A Flexible, Personalized, On-Demand Astropharmacy
Lynn Rothschild
NASA Ames Research Center
Disease is an inherent part of being alive, and thus disease prevention, diagnosis and treatment is critical to human space missions. Pharmaceuticals are used to diagnose, treat, cure, or prevent disease, but suffer from lack of stability on Earth and even more so in the space environment. As NASA embarks on a new era in space exploration beyond Low Earth Orbit, the need to provide effective pharmaceuticals in space must be addressed. What if small quantities of pharmaceuticals could be made in space, on site, on demand? One class of drugs poses the greatest challenge: small protein (peptide) drugs. These drugs, even with refrigeration, have the shortest shelf-life (months), and therefore require a “production-on-demand” solution for long duration missions that may last years. The protein drugs—approximately 1/3 of all new drugs that come to market today—include some of the most important spaceflight countermeasures, such as filgrastim, a growth factor that can restore the bone marrow after radiation damage, and teriparatide, a peptide drug for preventing bone demineralization.
In Phase I we introduced our production-on-demand solution, which we call “Astropharmacy”, a platform technology that involves the synthesis of drugs by a space-hardy spore-forming bacterium, Bacillus subtilis, together with a novel purification system that uses histidine tags for affinity purification. We engineered B. subtilis to produce the non-glycosylated drugs filgrastim and teriparatide, which we purified with a lightweight, small volume system adapted from standard laboratory protocols and enabled by judicious genetic engineering prior to launch.
Our Phase I effort was successful, but the key unknown remains: Can we produce drugs in our system of sufficient quantity and purity to be useful to astronauts? This Phase II addresses this unknown in several ways through these objectives:
- Evolution: We will further our analysis of the use of this system by conducting a paper study of other drugs in the astronaut medication list to identify those that could be produced with our system, including drugs with post-translational modifications that may require a cell free or a yeast production platform.

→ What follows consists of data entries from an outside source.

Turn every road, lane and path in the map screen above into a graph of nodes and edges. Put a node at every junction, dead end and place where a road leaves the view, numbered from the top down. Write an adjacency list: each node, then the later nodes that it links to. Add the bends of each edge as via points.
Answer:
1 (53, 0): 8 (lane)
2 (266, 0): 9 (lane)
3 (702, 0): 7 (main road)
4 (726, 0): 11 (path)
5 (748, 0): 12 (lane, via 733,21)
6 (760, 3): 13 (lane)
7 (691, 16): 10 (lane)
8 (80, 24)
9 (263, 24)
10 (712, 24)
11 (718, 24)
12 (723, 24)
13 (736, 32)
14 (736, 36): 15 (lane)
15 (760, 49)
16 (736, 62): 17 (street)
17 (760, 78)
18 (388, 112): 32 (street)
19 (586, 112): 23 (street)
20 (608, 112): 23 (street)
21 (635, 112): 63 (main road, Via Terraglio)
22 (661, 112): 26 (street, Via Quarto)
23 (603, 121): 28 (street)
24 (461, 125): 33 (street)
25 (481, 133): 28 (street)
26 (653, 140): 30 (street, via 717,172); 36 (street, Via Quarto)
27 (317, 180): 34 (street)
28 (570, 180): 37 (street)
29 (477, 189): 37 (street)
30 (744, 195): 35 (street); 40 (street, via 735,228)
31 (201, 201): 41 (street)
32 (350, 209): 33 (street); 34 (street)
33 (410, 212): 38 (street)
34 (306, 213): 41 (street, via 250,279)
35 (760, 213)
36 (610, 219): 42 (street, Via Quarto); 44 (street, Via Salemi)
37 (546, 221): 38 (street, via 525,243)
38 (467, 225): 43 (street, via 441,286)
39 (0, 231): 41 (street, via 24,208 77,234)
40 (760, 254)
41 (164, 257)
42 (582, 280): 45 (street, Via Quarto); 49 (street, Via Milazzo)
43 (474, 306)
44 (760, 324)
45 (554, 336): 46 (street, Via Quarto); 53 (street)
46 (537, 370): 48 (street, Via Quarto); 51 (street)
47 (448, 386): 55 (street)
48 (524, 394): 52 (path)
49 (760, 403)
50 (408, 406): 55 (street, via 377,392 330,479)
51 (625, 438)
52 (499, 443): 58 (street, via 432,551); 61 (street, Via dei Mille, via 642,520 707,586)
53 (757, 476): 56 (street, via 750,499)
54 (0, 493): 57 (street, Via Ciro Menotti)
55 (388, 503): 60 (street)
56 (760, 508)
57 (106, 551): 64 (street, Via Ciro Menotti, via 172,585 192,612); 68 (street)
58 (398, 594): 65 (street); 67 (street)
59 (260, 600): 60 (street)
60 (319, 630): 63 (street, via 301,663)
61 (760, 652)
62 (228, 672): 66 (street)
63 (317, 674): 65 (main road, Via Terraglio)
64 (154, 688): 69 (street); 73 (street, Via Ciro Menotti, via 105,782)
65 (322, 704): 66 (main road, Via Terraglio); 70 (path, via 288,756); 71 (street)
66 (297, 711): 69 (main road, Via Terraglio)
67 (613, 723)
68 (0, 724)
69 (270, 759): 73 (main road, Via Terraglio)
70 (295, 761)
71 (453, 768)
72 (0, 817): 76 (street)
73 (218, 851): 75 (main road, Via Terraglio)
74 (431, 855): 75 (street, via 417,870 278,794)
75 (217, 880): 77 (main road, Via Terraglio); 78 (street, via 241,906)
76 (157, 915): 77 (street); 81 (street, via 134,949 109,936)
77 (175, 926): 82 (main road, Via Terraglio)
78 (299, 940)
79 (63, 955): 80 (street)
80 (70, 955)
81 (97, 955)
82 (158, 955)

- Technical: Further develop engineering techniques for drug production and secretion, including producing 3 drugs in addition to those produced in Phase I. A key finding of Phase I is that optimal production can prove toxic to the production cell, so a cell free platform may be desirable. Assays for purity will be developed for product validation testing using industry standard bio-assays to demonstrate that the Astropharmacy produces drugs with the expected biological activity. Stability during a long-duration mission is the key driver, so testing of the cellular system and cell free systems will take place over time and under simulated extraterrestrial conditions. We will prototype a low mass microfluidics-based production/purification system and use it for drug production. We will create a technology roadmap to implementation beyond Phase II.
- Representative mission: We will analyze deployment in the context of Mars mission with particular focus on the occurrence of a solar particle event. We have a time-critical opportunity to test the protocol for Astropharmacy during a lunar analog mission, Asclepios III, to take place Summer 2023. Two of our students have been selected as mission “astronauts”.

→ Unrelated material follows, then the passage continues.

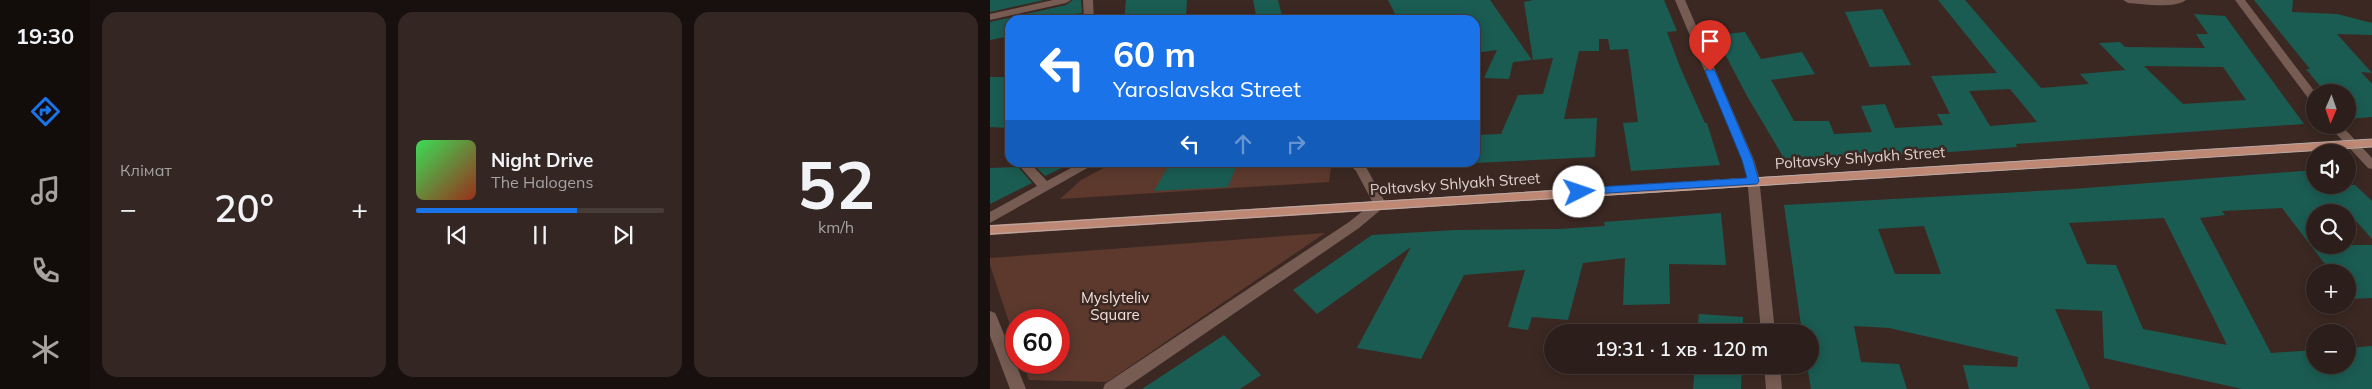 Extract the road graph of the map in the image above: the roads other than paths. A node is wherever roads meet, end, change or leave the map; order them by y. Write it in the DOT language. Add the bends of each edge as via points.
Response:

- Impact: We have begun discussions with DoD (e.g., Space Force, AF) and will continue for Phase II for this customer, as well as industry. Through student involvement we will build on our Phase I workforce development, as well as continue with press attention to inspire the public.
If successful, our Astropharmacy will be a critical advance that will support medical operations on long duration deep space missions, as well as spin-off applications on Earth.